Resources#

Ray allows you to seamlessly scale your applications from a laptop to a cluster without code change. Ray resources are key to this capability. They abstract away physical machines and let you express your computation in terms of resources, while the system manages scheduling and autoscaling based on resource requests.

A resource in Ray is a key-value pair where the key denotes a resource name, and the value is a float quantity. For convenience, Ray has native support for CPU, GPU, and memory resource types; CPU, GPU and memory are called pre-defined resources. Besides those, Ray also supports custom resources.

Physical Resources and Logical Resources#

Physical resources are resources that a machine physically has such as physical CPUs and GPUs and logical resources are virtual resources defined by a system.

Ray resources are logical and don’t need to have 1-to-1 mapping with physical resources. For example, you can start a Ray head node with 0 logical CPUs via ray start --head --num-cpus=0 even if it physically has eight (This signals the Ray scheduler to not schedule any tasks or actors that require logical CPU resources on the head node, mainly to reserve the head node for running Ray system processes.). They are mainly used for admission control during scheduling.

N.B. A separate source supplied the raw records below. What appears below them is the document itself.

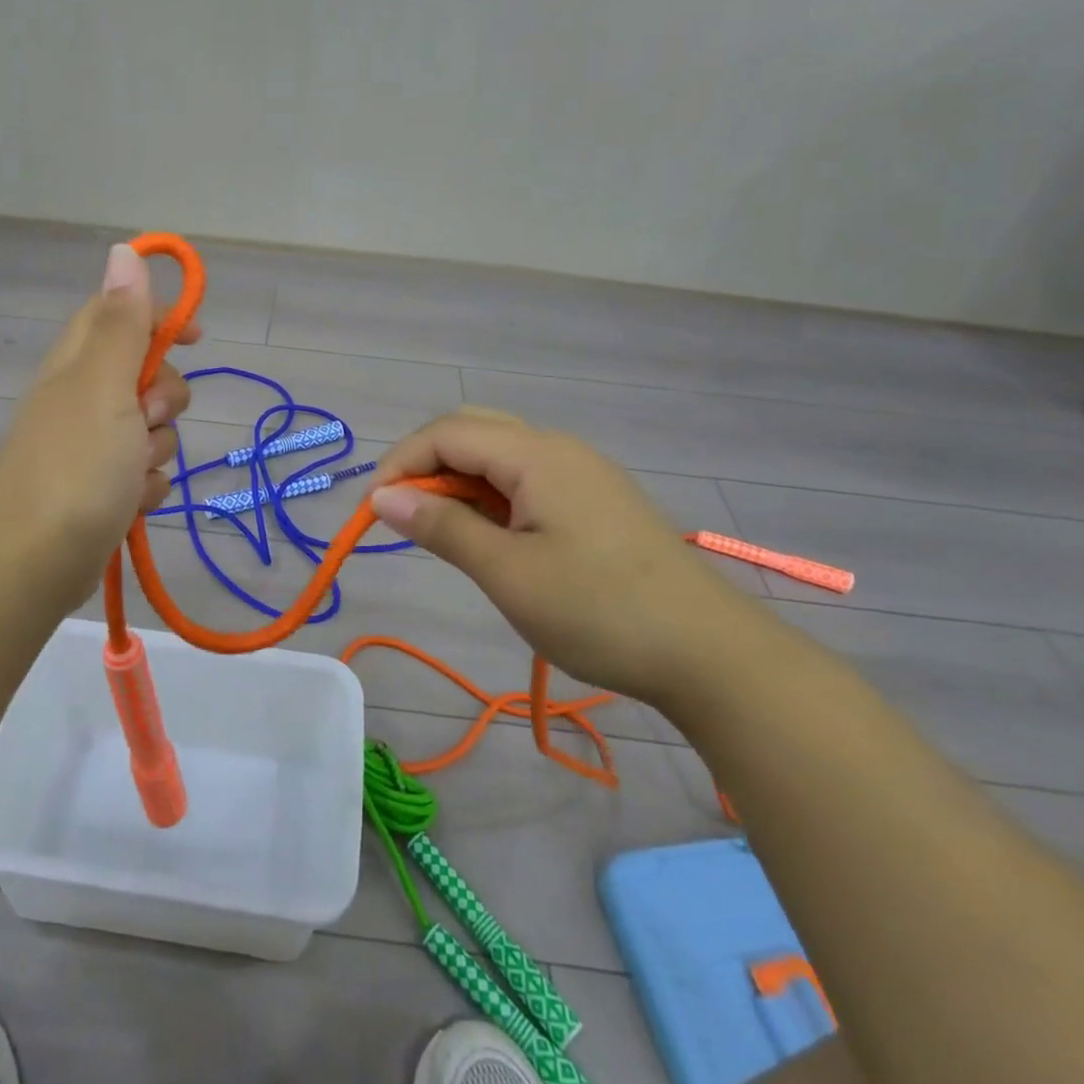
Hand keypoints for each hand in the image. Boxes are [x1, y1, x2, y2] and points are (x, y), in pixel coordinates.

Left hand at [0, 243, 197, 613]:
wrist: (37, 564)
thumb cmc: (76, 466)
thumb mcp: (104, 385)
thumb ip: (122, 323)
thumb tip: (123, 251)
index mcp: (76, 363)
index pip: (118, 313)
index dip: (158, 315)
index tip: (195, 335)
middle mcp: (81, 397)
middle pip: (146, 374)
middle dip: (164, 397)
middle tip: (146, 419)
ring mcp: (90, 444)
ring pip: (152, 427)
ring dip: (158, 448)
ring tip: (134, 473)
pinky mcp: (101, 486)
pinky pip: (145, 471)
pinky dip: (147, 485)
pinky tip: (132, 502)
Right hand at [368, 408, 762, 705]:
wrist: (710, 653)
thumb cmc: (599, 611)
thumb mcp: (508, 574)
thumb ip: (442, 527)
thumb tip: (383, 497)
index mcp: (536, 455)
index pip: (447, 433)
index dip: (400, 463)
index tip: (373, 512)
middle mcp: (558, 448)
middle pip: (472, 430)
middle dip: (427, 464)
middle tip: (405, 515)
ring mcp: (582, 472)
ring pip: (499, 454)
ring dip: (459, 481)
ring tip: (443, 532)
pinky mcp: (596, 499)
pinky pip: (527, 479)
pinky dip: (491, 496)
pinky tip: (492, 536)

The fact that resources are logical has several implications:

Resource requirements of tasks or actors do NOT impose limits on actual physical resource usage. For example, Ray doesn’t prevent a num_cpus=1 task from launching multiple threads and using multiple physical CPUs. It’s your responsibility to make sure tasks or actors use no more resources than specified via resource requirements.
Ray doesn’t provide CPU isolation for tasks or actors. For example, Ray won’t reserve a physical CPU exclusively and pin a num_cpus=1 task to it. Ray will let the operating system schedule and run the task instead. If needed, you can use operating system APIs like sched_setaffinity to pin a task to a physical CPU.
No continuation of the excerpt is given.